We hear it; we feel it; we want it: to bring order out of chaos. And often we can – with closets or cupboards, with schedules or desks or drawers. But with the bigger chaos – climate change, Covid, abortion and gun debate, immigration, polarization, there is a temptation to seek order in the many silos that provide quick and easy answers. Those silos – which usually become echo chambers, provide the illusion of order, because they keep pumping out messages that either deny the chaos or have a sure- fire method to fix it.
Instead of treating chaos as a threat, if not an adversary, there is a long-standing tradition to view chaos as an opportunity. “In the beginning”, the author of Genesis writes, “the earth was a formless void and darkness covered the face of the deep” (Genesis 1:2). It was chaos. No order. And out of that chaos came creativity. Now we can endlessly debate if and how God created the heavens and the earth, but those questions are a distraction from what is the fundamental message of this particular creation story: chaos begets creativity. Chaos can be generative. Chaos holds possibility. To my mind, that was and is God’s purpose – to foster creativity, and to impart to us the capacity to be co-creators in the unfolding of creation.
Like most, I have an ambivalent relationship with chaos. Most of the time, I avoid the chaos or try to fix it. And then feel some satisfaction when the desk is cleared and the closet is straightened out. And there are other times when I am almost addicted to chaos: when my schedule feels overwhelming or my thoughts run all over the place, or when I go down a psychic rabbit hole of disappointment and self-recrimination; and for the life of me can’t seem to bring myself out. And I just keep spinning and can’t stop. Order? Forget about it. It is psychological and chronological disorder; and those are just some of the dysfunctional ways I avoid the deeper chaos.
The first thing that God created out of the chaos was light: “Let there be light” (Genesis 1:3). The writer of John’s Gospel maintains that “the light shines in the darkness, and the darkness did not overcome it.” (John 1:5) Darkness can overwhelm. Psychological or spiritual darkness can seem unrelenting and paralyzing. But light, even the tiniest amount, can destroy darkness. For the scripture writers, and for people of faith over the generations, light is the manifestation of hope. Light shines in the darkness, in the chaos. Light doesn’t necessarily lead us out of the darkness and chaos, but can guide us through it.
Advent is a season of ascending light in the annual descending (in the northern hemisphere) of light. First one candle, then two, until all the Advent wreath candles are lighted. All of which is preparation for the “true light, which enlightens everyone, was coming into the world.” (John 1:9) That light came out of darkness, out of chaos. It brings creativity, which is a key ingredient of hope. Light shines in the darkness.

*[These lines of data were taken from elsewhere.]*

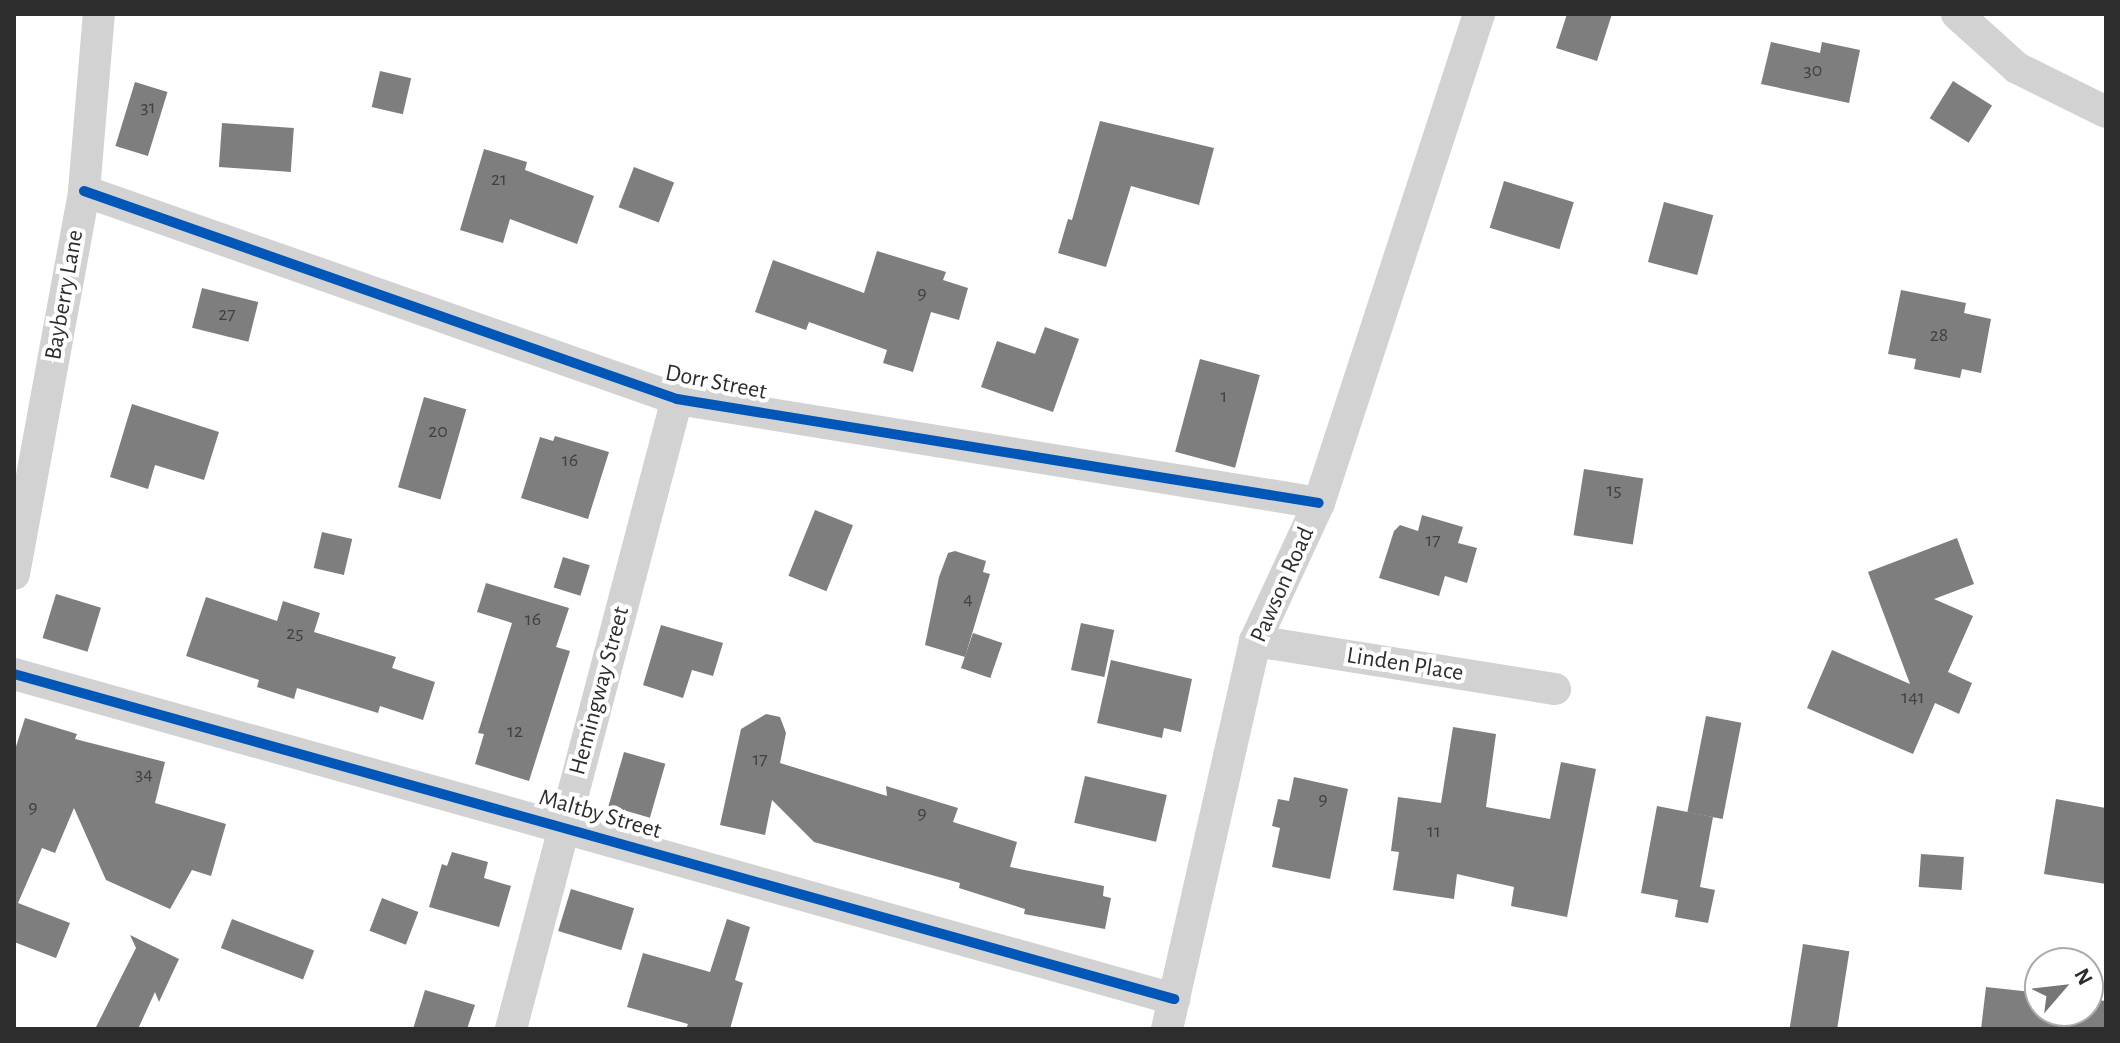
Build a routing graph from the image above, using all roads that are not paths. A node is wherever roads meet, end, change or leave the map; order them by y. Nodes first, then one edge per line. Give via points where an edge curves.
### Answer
1 (99, 14) edge
2 (1479, 14) edge
3 (1957, 14) edge
4 (2106, 112) edge
5 (84, 191) junction
6 (677, 399) junction
7 (1319, 503) junction
8 (14, 574) edge
9 (1255, 641) junction
10 (14, 674) edge
11 (1555, 689) dead end
12 (564, 826) junction
13 (1170, 1014) edge
14 (511, 1029) edge

1 - 5 street, Bayberry Lane
2 - 7 street, Pawson Road
3 - 4 street via 2017,68
5 - 6 street, Dorr Street
5 - 8 street, Bayberry Lane
6 - 7 street, Dorr Street
6 - 12 street, Hemingway Street
7 - 9 street, Pawson Road
9 - 11 street, Linden Place
9 - 13 street, Pawson Road
10 - 12 street, Maltby Street
12 - 13 street, Maltby Street
12 - 14 street, Hemingway Street

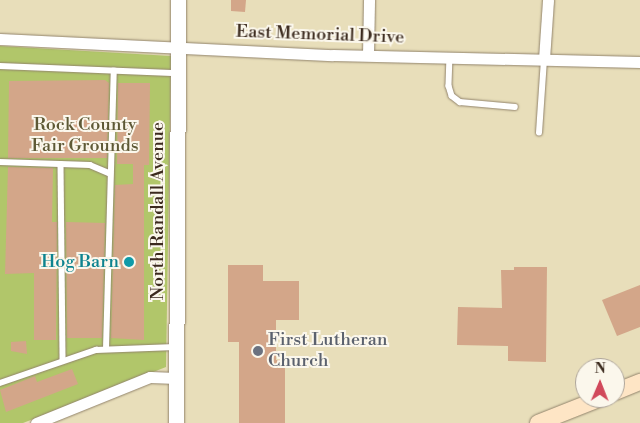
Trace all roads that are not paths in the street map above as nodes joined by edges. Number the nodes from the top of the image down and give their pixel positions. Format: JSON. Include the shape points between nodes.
{"nodes":[{"id":1,"x":178,"y":0,"type":"edge"},
{"id":2,"x":369,"y":0,"type":"edge"},
{"id":3,"x":548,"y":0,"type":"edge"},
{"id":4,"x":0,"y":39,"type":"edge"},
{"id":5,"x":178,"y":47,"type":"junction"},
{"id":6,"x":368,"y":54,"type":"junction"},
{"id":7,"x":450,"y":56,"type":"junction"},
{"id":8,"x":544,"y":59,"type":"junction"},
{"id":9,"x":640,"y":62,"type":"edge"},
{"id":10,"x":0,"y":66,"type":"edge"},
{"id":11,"x":114,"y":71,"type":"junction"},
{"id":12,"x":178,"y":72,"type":"junction"},
{"id":13,"x":515,"y":107,"type":"dead end"},
{"id":14,"x":539,"y":133,"type":"dead end"},
{"id":15,"x":0,"y":162,"type":"edge"},
{"id":16,"x":62,"y":164,"type":"junction"},
{"id":17,"x":109,"y":173,"type":"junction"},
{"id":18,"x":176,"y":347,"type":"junction"},
{"id":19,"x":106,"y":349,"type":"junction"},
{"id":20,"x":63,"y":359,"type":"junction"},
{"id":21,"x":176,"y":378,"type":"junction"},
{"id":22,"x":640,"y":382,"type":"edge"},
{"id":23,"x":0,"y":383,"type":"edge"},
{"id":24,"x":625,"y":388,"type":"edge"},
{"id":25,"x":576,"y":408,"type":"edge"},
{"id":26,"x":36,"y":423,"type":"edge"},
{"id":27,"x":176,"y":423,"type":"edge"},
{"id":28,"x":538,"y":423,"type":"edge"}],
"edges":[{"from":1,"to":5,"type":"street","name":"North Randall Avenue"},
{"from":2,"to":6,"type":"street"},
{"from":3,"to":8,"type":"street"},
{"from":4,"to":5,"type":"street","name":"East Memorial Drive"},
{"from":5,"to":6,"type":"street","name":"East Memorial Drive"},
{"from":5,"to":12,"type":"street","name":"North Randall Avenue"},
{"from":6,"to":7,"type":"street","name":"East Memorial Drive"},
{"from":7,"to":8,"type":"street","name":"East Memorial Drive"},
{"from":7,"to":13,"type":"lane","via":[[452,96],[460,102]]},
{"from":8,"to":9,"type":"street","name":"East Memorial Drive"},
{"from":8,"to":14,"type":"lane"},
{"from":10,"to":11,"type":"lane"},
{"from":11,"to":12,"type":"lane"},
{"from":11,"to":17,"type":"lane"},
{"from":12,"to":18,"type":"street","name":"North Randall Avenue"},
{"from":15,"to":16,"type":"lane"},
{"from":16,"to":17,"type":"lane","via":[[90,165]]},
{"from":16,"to":20,"type":"lane"},
{"from":17,"to":19,"type":"lane"},
{"from":18,"to":19,"type":"lane"},
{"from":18,"to":21,"type":"street","name":"North Randall Avenue"},
{"from":19,"to":20,"type":"lane"},
{"from":20,"to":23,"type":"lane"},
{"from":21,"to":26,"type":"street","via":[[150,377]]},
{"from":21,"to":27,"type":"street","name":"North Randall Avenue"},
{"from":22,"to":24,"type":"main road"},
{"from":25,"to":28,"type":"main road"}]}
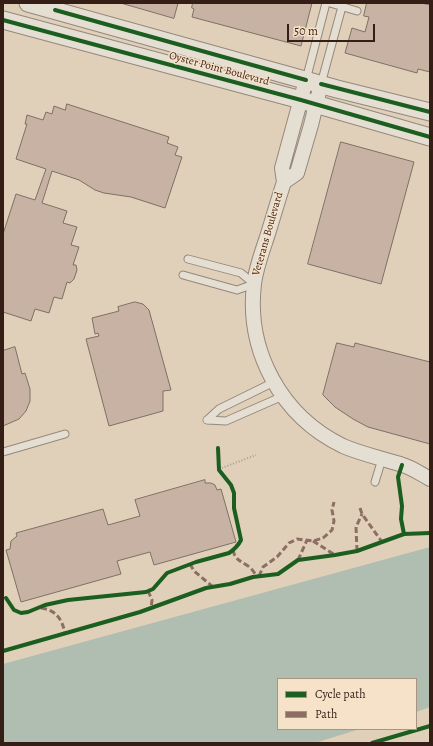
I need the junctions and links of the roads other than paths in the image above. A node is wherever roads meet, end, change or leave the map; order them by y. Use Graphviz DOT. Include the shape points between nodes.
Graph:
graph roads {
  1 [pos="28,3"];
  2 [pos="326,3"];
  3 [pos="330,3"];
  4 [pos="343,5"];
  5 [pos="357,11"];
  6 [pos="3,20"];
  7 [pos="313,82"];
  8 [pos="308,102"];
  9 [pos="430,112"];
  10 [pos="430,137"];
  11 [pos="188,258"];
  12 [pos="183,275"];
  13 [pos="254,284"];
  14 [pos="274,382"];
  15 [pos="283,396"];
  16 [pos="66,434"];
  17 [pos="3,452"];
  18 [pos="382,459"];
  19 [pos="430,479"];
  20 [pos="375,482"];
  1 -- 7 [label="street, Oyster Point Boulevard"];
  2 -- 7 [label="lane, Veterans Boulevard"];
  3 -- 4 [label="lane"];
  4 -- 5 [label="lane"];
  4 -- 7 [label="lane, Veterans Boulevard"];
  6 -- 8 [label="street, Oyster Point Boulevard"];
  7 -- 8 [label="street, Veterans Boulevard"];
  7 -- 9 [label="street, Oyster Point Boulevard"];
  8 -- 10 [label="street, Oyster Point Boulevard"];
  8 -- 13 [label="street, Veterans Boulevard" via="282,168 284,182"];
  11 -- 13 [label="lane" via="241,273"];
  12 -- 13 [label="lane" via="237,290"];
  13 -- 14 [label="street, Veterans Boulevard" via="253,313 257,342"];
  14 -- 15 [label="street, Veterans Boulevard"];
  14 -- 15 [label="lane" via="219,409 207,420 226,421"];
  15 -- 18 [label="street, Veterans Boulevard" via="295,411 317,430 343,446"];
  16 -- 17 [label="lane"];
  18 -- 19 [label="street, Veterans Boulevard" via="402,465"];
  18 -- 20 [label="lane"];
}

Christian author and activist Jim Wallis has written that ‘hope is believing in spite of the evidence, and then watching the evidence change.’ When considering the evidence of the bigger chaos issues – it can feel like a darkness that stretches to infinity. No hope anywhere.
Light a candle. Let it become a symbol, if not a beacon, of hope. Let it expose the darkness – and the chaos. And generate some creativity. Lord knows we need it.